Written By Jeff Siegel

Posted July 14, 2014

segsinthecityI was recently reading an article about Tonia Edwards and Bill Main.

Edwards and Main own a tour guide company in Washington D.C., and more importantly just won a challenge to licensing rules in the District regarding tour guides.

Apparently, there’s long been a law in place that forced tour guides to pass a written test and of course, pay a fee. In this case, $325 biannually. If caught without a license, these dangerous lawbreakers could be fined $300 a day and be subject to 90 days in jail.

Yeah, that’s right. 90 days in jail for not having a license to give folks a tour of the nation’s capital.
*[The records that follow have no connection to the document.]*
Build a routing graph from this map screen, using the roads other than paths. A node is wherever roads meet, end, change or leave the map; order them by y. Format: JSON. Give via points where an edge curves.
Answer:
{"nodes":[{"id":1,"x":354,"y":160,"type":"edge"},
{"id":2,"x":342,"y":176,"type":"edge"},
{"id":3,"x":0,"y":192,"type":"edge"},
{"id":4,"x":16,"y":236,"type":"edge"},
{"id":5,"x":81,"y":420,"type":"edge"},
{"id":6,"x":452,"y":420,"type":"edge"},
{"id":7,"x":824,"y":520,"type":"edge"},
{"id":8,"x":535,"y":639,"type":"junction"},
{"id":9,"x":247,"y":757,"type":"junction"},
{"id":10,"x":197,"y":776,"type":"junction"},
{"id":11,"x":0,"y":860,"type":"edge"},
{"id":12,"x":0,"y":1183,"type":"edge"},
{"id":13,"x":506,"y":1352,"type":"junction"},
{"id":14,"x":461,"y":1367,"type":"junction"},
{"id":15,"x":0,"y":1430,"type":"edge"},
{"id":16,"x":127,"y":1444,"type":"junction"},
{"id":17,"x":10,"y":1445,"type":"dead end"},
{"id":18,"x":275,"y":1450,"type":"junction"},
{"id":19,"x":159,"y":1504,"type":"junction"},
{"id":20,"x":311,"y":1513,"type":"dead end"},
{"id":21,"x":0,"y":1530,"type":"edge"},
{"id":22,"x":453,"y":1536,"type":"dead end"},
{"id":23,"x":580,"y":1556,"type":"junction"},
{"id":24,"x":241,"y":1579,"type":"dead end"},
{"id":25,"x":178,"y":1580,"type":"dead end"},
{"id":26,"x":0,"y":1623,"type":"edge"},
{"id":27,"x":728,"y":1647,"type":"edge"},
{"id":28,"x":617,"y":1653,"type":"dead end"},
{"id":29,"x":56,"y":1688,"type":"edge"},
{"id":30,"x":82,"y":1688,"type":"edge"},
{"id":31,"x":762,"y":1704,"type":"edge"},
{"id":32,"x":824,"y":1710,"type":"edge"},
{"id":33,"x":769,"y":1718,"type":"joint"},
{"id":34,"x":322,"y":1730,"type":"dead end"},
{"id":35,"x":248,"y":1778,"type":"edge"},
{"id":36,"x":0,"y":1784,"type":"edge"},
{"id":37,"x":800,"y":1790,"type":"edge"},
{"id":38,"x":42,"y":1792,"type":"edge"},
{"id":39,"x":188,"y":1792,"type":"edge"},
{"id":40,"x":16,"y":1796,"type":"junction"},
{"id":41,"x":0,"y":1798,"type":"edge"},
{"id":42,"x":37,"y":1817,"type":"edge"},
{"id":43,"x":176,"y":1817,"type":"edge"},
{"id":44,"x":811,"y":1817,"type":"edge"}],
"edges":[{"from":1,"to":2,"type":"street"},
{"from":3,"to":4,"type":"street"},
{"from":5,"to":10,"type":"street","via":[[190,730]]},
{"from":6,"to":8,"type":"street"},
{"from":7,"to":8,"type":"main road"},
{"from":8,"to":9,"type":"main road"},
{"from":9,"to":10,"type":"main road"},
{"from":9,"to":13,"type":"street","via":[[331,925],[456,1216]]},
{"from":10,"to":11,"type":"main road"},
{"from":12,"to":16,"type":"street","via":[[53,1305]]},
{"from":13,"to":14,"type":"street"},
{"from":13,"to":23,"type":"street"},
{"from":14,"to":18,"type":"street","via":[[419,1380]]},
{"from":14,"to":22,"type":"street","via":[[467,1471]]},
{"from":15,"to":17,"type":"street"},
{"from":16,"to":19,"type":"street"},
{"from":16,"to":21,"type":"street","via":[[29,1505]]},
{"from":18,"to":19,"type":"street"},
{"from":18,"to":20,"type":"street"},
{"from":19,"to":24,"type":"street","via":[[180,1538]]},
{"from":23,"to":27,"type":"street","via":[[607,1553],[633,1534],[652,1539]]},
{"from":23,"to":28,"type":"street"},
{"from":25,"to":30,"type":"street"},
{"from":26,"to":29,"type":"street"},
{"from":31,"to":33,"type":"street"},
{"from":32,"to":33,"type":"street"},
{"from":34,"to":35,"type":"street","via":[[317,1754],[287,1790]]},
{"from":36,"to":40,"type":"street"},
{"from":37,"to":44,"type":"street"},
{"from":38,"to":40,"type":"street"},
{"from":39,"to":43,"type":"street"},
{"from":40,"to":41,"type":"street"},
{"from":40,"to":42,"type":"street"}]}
Bizarre, ironic and completely unconstitutional, of course.

In any event, the folks who run this tour guide company called “Segs in the City,” won. Judge Janice Rogers Brown made the following statement regarding the argument that the law was necessary to protect consumers from unscrupulous practitioners. . .

To state the obvious, Segs in the City, like any other company, already has strong incentives to provide a quality consumer experience — namely, the desire to stay in business and maximize a return on its capital investment.

Kudos to Judge Brown.

Although the fact that tour guides have had to abide by this unconstitutional law for 108 years is ridiculous. Yes indeed. This law has been on the books since 1906. And it makes you wonder, how many other laws like this one are still on the books?